Hire an outside consultant and the price tag only goes up. Weiss notes that a mission statement typically evolves as part of a larger strategic-planning initiative, the costs
of which can easily range from $50,000 to more than $150,000.

Yet distributing the new description can be relatively inexpensive. Some companies incorporate the new language into press releases and most display it on their Web sites,
while the main issues are crafted into talking points for the CEO and other highly visible executives. The cost of all this essentially is included within the overall PR
budget.

One more financial aspect has to do with the message itself and what it says about the company's economic ambitions. While the desire to "be the best" is laudable, it doesn't
pay the bills. "They need to acknowledge the importance of the customer, and the investor," says Ned Barnett of Barnett Marketing Communications in Las Vegas. "They
specifically need to mention profit as a key mission [or] goal."
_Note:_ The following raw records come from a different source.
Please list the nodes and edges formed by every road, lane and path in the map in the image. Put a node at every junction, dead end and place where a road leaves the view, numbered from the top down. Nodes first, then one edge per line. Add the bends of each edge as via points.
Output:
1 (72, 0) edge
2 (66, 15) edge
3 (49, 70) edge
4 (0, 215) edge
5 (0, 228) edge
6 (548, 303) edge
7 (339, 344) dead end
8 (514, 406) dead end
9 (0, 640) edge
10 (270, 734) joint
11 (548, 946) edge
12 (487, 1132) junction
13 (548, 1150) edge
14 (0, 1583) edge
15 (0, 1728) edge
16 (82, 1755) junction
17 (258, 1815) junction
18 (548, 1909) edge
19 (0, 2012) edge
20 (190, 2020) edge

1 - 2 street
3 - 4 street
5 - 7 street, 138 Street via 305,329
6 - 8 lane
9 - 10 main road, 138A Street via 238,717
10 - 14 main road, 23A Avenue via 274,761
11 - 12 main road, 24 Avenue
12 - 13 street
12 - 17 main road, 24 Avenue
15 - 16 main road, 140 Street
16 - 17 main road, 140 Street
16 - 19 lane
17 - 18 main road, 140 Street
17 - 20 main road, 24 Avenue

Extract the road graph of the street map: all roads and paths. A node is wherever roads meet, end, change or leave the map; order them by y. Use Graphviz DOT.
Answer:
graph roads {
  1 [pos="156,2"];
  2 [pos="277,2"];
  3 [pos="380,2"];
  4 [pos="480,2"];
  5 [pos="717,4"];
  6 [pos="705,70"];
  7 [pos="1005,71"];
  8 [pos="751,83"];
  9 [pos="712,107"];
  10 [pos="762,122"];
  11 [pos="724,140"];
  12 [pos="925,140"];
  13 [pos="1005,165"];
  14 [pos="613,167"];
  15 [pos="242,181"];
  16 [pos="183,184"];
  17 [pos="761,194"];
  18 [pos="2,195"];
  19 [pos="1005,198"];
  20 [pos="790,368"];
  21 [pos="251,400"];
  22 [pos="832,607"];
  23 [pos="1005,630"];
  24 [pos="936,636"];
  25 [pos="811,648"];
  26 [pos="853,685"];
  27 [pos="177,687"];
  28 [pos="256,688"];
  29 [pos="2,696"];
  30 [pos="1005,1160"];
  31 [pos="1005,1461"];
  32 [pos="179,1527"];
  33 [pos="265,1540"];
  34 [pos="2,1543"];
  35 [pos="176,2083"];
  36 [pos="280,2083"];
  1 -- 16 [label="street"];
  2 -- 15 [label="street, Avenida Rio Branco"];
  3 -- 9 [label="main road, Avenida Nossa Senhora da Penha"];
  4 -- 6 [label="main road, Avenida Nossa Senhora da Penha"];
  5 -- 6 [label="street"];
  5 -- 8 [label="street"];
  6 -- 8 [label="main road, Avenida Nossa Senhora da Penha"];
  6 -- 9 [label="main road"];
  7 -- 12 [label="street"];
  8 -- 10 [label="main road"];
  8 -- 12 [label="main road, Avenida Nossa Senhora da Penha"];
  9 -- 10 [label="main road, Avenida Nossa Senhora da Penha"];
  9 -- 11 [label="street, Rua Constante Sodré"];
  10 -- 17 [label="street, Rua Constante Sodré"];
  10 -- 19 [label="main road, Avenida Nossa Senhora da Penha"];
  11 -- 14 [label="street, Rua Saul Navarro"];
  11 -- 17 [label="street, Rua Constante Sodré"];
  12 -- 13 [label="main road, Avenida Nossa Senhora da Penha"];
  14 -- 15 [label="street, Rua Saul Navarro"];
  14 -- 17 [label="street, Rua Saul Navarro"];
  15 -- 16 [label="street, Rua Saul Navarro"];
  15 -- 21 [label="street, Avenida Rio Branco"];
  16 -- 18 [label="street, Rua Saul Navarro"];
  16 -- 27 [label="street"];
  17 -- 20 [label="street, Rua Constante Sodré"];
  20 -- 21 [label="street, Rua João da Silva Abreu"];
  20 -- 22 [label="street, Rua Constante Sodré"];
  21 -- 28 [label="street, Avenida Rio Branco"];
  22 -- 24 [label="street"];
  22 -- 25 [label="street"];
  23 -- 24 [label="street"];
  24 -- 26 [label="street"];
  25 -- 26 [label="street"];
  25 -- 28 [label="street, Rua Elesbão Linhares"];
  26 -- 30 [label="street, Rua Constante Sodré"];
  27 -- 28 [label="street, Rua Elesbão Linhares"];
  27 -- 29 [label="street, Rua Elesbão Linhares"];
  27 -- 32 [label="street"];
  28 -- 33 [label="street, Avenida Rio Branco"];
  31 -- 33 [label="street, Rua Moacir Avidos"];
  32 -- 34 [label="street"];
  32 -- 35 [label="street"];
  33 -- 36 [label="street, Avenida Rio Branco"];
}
It's a fine line. The company that presents itself as merely in the business of making profit risks alienating potential clients and employees. Yet fail to mention the profit
motive and a business description will ring hollow or unrealistic.
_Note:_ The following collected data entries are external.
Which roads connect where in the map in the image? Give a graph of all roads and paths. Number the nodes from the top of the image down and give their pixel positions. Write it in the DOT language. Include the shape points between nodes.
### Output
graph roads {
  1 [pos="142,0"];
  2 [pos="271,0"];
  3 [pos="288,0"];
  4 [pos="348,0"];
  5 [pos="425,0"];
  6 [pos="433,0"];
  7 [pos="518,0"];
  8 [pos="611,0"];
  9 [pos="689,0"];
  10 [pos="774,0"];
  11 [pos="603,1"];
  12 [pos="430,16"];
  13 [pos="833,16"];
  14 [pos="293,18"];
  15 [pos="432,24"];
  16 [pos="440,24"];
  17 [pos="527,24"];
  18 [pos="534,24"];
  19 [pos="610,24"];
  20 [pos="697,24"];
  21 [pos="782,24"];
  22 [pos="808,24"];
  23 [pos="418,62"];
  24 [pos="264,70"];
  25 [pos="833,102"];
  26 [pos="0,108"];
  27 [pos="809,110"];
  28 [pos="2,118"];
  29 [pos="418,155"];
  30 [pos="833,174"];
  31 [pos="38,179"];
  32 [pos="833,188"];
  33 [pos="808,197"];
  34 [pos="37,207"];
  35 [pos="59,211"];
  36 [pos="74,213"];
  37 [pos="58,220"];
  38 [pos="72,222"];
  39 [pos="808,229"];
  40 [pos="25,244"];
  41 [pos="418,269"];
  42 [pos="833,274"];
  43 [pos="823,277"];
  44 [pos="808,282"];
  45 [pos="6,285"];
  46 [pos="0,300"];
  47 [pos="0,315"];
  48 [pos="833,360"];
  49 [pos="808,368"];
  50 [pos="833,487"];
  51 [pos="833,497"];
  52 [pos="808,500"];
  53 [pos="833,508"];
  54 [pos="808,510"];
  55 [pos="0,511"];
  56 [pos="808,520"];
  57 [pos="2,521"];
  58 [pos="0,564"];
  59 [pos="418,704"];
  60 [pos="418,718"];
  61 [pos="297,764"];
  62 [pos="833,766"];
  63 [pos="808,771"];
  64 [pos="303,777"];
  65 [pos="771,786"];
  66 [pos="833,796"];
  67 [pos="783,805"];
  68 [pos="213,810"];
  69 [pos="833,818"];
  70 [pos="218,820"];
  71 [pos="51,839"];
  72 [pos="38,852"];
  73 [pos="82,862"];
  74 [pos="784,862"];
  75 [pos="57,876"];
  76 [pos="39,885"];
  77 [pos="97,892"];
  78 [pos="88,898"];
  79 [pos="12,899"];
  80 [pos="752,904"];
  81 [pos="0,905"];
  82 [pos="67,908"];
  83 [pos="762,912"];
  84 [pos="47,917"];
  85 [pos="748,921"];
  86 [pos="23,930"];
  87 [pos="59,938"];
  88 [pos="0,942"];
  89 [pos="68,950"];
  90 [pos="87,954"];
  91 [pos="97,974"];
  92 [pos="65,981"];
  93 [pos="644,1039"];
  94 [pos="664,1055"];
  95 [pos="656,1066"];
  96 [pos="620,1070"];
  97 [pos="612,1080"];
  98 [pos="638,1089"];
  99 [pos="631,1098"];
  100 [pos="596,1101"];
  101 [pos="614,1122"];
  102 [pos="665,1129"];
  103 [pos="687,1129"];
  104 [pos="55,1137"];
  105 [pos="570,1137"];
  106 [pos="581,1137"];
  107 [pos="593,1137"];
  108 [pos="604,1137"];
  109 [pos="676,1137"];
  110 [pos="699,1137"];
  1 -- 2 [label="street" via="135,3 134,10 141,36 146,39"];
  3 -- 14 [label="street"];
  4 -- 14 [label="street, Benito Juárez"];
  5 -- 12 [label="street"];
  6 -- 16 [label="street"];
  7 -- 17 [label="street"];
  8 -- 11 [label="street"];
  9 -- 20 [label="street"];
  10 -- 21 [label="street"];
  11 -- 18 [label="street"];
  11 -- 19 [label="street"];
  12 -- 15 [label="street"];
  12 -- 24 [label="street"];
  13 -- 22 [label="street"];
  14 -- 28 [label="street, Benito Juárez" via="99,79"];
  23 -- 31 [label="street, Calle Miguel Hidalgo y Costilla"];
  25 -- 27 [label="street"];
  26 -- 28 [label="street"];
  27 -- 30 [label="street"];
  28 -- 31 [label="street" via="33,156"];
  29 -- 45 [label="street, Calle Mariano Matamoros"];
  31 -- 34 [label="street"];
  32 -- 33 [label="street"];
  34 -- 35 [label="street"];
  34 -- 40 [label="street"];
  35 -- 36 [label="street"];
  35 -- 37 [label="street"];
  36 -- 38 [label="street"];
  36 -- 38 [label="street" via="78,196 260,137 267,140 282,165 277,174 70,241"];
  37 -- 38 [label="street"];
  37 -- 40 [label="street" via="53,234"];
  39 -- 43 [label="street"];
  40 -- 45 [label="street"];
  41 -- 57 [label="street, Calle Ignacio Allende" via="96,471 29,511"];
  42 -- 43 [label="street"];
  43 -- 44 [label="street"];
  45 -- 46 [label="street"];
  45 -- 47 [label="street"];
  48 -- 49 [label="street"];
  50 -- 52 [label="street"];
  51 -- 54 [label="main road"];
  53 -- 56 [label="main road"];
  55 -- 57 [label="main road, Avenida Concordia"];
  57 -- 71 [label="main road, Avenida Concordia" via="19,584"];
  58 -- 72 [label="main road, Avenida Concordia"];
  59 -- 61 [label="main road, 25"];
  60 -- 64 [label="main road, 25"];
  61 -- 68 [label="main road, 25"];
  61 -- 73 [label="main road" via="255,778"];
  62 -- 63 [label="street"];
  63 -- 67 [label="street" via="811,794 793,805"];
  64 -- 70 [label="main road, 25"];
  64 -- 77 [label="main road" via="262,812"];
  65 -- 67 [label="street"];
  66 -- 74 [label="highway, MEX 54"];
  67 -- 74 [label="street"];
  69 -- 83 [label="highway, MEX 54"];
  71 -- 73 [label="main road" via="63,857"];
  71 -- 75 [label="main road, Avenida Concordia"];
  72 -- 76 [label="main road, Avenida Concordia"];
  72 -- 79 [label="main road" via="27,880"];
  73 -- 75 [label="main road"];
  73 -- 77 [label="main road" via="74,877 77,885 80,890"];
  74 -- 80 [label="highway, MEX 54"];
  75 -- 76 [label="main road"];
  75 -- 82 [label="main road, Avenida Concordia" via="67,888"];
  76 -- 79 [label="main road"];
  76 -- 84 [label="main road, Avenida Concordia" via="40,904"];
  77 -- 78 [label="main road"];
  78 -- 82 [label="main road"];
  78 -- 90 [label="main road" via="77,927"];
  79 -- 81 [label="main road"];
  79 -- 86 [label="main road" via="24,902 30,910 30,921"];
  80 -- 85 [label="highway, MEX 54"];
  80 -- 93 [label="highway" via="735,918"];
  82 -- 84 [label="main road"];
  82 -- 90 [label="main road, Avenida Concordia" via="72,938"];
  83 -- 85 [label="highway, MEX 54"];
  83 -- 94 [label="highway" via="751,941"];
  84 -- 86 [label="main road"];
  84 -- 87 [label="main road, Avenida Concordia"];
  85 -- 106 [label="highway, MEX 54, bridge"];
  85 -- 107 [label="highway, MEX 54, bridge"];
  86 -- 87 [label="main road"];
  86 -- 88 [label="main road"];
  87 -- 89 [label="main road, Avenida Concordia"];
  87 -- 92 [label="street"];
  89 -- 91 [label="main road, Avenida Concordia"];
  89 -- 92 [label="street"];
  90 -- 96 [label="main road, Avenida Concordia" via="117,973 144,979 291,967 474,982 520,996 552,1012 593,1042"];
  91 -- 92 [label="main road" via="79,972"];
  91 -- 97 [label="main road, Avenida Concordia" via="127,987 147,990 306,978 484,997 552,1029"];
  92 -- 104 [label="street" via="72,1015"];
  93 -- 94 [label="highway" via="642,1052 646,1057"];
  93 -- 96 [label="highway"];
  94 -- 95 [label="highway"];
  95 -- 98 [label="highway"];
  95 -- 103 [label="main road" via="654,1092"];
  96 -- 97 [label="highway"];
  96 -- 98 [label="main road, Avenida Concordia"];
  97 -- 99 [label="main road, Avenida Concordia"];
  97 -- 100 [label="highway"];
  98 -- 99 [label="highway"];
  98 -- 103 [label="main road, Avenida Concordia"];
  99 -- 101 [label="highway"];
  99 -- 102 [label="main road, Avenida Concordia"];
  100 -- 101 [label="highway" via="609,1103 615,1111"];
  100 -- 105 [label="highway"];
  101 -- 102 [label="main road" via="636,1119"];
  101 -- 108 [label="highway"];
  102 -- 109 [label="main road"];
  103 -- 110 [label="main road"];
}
One way to clear the haze is to craft a statement that puts equal emphasis on the process and the product of a company's labors. "It's the difference between saying 'we serve
our clients' and 'we minimize downtime for our clients,'" says Leslie G. Ungar, president of communications consultancy Electric Impulse (Akron, Ohio). This means the PR
leadership needs to find language that focuses on the value proposition to the end user - the "what" - in addition to the how-and-why.

A good clean example comes from Diebold. "We won't rest until we measurably improve the extent to which our customers' customers are delighted with our self-service and
security solutions and we measurably improve the effectiveness and profitability of our customers' business." There is the value proposition to the end user: Measurable
improvement of satisfaction. There also is the product (self-service and security solutions) and the value proposition for the immediate client, "effectiveness and
profitability."

This captures both the general and the specific. It promises more money and more measurable happiness.

As an added bonus, it offers a succinct tagline, "We Won't Rest," which appears in nearly all of Diebold's communications.

One more description that comes up short? "For our clients -- local, national or global -- our mission is to create superior value. By providing them with the best in
strategic, integrated [product] and effective implementation, we will help them achieve the business results they seek."

The culprit? PR behemoth Burson-Marsteller.